- [DATA TO USE]
*** Begin section ***
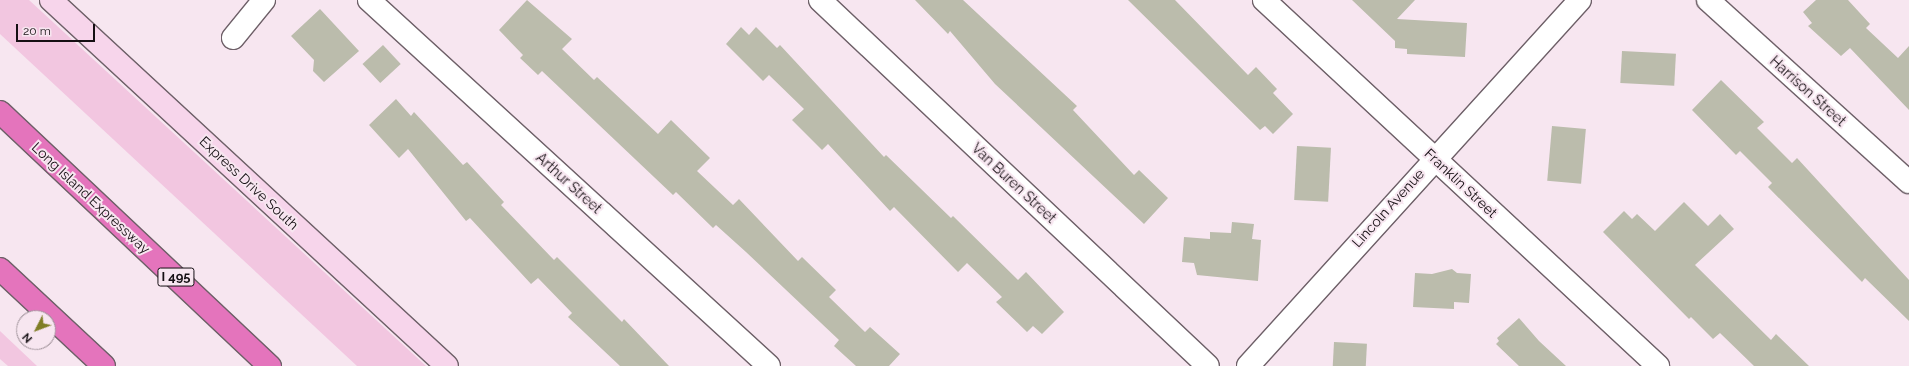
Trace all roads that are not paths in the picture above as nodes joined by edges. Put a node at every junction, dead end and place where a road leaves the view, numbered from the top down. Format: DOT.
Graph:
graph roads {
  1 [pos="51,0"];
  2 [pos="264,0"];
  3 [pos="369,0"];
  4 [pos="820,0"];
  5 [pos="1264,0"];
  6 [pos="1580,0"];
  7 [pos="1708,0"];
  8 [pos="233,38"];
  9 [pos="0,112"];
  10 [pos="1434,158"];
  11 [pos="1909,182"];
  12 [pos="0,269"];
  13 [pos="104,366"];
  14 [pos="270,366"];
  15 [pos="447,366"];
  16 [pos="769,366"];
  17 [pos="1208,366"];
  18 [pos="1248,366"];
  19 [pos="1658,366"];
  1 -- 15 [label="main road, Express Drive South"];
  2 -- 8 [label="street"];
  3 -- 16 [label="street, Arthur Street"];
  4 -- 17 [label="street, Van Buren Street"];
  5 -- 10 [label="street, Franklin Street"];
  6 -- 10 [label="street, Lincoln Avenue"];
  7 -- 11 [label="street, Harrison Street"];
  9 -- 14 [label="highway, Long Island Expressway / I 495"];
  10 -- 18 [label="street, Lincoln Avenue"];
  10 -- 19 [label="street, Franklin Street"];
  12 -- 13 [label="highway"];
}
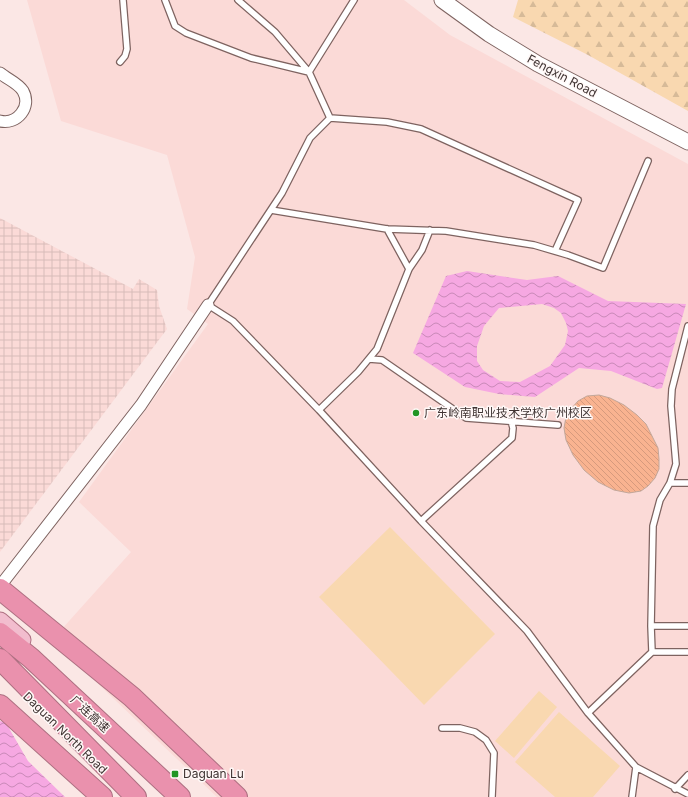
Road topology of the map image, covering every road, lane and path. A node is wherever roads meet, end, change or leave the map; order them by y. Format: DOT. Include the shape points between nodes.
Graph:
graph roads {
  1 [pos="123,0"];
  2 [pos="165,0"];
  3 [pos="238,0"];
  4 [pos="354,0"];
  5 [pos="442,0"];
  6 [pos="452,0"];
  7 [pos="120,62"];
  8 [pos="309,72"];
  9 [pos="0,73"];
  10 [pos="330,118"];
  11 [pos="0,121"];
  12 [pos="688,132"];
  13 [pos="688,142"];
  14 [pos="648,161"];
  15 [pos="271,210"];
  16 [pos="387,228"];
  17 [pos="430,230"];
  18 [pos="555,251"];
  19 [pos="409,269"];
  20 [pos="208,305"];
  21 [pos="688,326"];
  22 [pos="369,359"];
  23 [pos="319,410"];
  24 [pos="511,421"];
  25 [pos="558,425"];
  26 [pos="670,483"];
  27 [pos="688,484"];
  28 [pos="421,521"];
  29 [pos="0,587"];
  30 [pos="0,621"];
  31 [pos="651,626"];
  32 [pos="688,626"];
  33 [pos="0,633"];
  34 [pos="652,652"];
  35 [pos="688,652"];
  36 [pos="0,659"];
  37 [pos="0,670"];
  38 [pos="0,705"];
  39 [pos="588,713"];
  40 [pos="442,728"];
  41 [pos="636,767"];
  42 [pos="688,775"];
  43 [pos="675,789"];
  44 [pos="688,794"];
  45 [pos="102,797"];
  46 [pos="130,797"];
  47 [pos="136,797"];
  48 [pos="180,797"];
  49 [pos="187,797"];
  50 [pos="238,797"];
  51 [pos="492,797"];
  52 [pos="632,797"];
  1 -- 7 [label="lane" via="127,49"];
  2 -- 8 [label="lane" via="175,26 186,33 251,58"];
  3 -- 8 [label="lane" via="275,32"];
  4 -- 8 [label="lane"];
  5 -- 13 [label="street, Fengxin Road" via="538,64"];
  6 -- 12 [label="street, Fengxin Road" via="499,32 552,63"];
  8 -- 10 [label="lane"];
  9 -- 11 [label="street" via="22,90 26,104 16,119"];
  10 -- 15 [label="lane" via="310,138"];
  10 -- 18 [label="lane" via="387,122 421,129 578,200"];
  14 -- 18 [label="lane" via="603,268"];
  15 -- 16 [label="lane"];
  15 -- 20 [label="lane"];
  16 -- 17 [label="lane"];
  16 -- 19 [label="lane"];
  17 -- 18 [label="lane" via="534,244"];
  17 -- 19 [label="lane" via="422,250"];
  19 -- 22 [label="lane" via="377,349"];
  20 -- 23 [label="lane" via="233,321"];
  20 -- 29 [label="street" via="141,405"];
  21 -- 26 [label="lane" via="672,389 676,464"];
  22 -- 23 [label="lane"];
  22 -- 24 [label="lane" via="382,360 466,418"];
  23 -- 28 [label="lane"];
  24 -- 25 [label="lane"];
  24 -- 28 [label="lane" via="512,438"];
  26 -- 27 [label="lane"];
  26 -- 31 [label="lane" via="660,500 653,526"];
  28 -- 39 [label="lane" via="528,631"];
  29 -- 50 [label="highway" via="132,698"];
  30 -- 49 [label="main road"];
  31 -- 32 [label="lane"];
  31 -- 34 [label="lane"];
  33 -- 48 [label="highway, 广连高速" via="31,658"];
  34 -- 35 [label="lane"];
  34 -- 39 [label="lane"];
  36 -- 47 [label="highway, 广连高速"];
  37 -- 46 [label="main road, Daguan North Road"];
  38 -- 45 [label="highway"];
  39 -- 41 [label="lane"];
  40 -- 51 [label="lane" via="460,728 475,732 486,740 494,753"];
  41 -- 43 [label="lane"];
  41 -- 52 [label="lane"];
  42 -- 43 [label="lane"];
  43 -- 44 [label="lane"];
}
*** End section ***
*** Begin section ***
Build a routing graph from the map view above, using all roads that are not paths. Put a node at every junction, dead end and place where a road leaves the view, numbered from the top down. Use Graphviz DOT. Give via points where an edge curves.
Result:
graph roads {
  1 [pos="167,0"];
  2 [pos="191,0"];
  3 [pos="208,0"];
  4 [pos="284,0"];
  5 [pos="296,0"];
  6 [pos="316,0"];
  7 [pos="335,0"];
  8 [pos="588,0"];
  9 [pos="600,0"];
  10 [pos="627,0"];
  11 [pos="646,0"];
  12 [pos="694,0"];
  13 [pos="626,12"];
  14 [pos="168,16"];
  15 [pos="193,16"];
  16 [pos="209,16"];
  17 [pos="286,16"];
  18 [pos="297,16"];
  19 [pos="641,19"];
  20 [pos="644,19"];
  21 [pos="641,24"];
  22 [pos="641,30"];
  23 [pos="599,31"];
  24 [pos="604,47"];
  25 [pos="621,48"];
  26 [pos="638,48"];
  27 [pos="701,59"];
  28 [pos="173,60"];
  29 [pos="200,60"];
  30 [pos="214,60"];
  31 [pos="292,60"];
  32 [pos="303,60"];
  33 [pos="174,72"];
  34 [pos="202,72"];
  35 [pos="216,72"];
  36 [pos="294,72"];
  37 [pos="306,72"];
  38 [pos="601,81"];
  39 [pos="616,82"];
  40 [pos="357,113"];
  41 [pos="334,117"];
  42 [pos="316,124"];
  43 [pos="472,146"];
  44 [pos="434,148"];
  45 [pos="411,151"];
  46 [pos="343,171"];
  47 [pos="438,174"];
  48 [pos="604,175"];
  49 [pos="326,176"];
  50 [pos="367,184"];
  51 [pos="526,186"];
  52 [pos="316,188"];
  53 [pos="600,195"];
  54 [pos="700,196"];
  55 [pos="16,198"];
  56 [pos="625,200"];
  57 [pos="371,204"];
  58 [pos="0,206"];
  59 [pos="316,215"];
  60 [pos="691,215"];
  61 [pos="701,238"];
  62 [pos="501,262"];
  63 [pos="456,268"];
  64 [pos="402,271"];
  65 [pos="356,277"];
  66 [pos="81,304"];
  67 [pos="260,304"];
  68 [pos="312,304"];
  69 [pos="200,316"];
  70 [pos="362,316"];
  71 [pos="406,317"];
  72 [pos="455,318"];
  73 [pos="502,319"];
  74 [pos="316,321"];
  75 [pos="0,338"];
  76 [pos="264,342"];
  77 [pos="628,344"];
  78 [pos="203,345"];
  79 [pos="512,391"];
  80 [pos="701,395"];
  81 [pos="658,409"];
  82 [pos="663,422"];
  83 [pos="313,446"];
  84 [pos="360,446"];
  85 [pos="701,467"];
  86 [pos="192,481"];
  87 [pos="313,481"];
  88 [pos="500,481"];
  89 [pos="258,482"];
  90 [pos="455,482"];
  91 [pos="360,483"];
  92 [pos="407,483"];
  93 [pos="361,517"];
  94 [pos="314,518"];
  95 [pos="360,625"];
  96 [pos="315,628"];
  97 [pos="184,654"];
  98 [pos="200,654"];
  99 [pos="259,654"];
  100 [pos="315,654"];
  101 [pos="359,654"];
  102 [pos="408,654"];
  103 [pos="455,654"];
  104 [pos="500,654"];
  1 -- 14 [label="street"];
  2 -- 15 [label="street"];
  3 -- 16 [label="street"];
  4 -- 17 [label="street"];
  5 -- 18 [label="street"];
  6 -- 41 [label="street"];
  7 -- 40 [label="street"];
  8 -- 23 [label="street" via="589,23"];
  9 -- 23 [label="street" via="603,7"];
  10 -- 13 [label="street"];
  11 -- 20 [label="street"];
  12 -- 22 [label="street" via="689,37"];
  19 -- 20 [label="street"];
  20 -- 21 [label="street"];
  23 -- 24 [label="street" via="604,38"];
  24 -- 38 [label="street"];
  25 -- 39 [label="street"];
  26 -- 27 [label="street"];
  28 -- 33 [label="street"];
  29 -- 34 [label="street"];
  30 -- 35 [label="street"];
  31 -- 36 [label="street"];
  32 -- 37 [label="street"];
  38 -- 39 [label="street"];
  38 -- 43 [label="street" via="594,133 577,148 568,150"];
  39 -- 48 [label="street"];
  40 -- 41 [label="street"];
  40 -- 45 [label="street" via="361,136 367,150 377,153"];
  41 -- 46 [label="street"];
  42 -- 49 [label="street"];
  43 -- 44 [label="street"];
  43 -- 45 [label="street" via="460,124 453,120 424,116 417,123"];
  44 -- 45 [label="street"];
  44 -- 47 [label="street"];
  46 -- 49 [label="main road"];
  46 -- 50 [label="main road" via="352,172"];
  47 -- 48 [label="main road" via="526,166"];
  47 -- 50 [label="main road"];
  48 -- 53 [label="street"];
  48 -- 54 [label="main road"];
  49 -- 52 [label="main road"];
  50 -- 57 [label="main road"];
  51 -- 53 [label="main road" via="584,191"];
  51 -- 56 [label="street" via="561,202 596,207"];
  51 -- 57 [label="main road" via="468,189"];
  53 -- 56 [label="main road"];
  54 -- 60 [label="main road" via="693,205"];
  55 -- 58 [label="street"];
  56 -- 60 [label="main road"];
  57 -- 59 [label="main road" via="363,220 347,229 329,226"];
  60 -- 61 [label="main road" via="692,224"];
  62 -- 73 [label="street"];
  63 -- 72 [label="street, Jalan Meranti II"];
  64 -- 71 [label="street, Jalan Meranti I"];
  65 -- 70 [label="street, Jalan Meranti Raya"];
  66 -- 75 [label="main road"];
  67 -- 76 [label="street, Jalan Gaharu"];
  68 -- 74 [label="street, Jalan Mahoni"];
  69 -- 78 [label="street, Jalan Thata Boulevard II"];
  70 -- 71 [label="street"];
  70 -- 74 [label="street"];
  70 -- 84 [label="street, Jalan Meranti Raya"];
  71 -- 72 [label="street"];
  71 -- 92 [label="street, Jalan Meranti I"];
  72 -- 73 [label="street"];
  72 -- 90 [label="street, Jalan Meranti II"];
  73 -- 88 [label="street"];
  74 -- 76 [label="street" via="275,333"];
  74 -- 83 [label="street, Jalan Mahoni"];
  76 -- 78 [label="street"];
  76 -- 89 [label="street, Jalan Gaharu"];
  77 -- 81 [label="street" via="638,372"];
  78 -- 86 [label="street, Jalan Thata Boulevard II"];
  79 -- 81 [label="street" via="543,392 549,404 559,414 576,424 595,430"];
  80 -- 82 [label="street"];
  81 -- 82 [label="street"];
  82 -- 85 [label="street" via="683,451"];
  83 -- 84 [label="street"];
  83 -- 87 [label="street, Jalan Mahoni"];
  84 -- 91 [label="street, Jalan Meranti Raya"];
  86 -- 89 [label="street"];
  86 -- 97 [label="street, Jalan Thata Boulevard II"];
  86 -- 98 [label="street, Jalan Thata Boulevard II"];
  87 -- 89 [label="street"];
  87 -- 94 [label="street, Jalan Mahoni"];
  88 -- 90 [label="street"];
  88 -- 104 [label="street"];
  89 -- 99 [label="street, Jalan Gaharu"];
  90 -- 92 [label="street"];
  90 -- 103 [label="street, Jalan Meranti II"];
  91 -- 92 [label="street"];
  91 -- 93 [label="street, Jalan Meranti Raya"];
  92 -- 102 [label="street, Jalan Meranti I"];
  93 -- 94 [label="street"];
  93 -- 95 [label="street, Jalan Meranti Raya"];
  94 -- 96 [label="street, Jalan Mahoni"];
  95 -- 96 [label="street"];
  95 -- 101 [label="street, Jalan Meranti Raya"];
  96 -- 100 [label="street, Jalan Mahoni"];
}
*** End section ***
The answer must be every line from the records above that contains the word "highway", copied out.

- [EXERCISE OUTPUT]
  9 -- 14 [label="highway, Long Island Expressway / I 495"];
  12 -- 13 [label="highway"];
  29 -- 50 [label="highway" via="132,698"];
  33 -- 48 [label="highway, 广连高速" via="31,658"];
  36 -- 47 [label="highway, 广连高速"];
  38 -- 45 [label="highway"];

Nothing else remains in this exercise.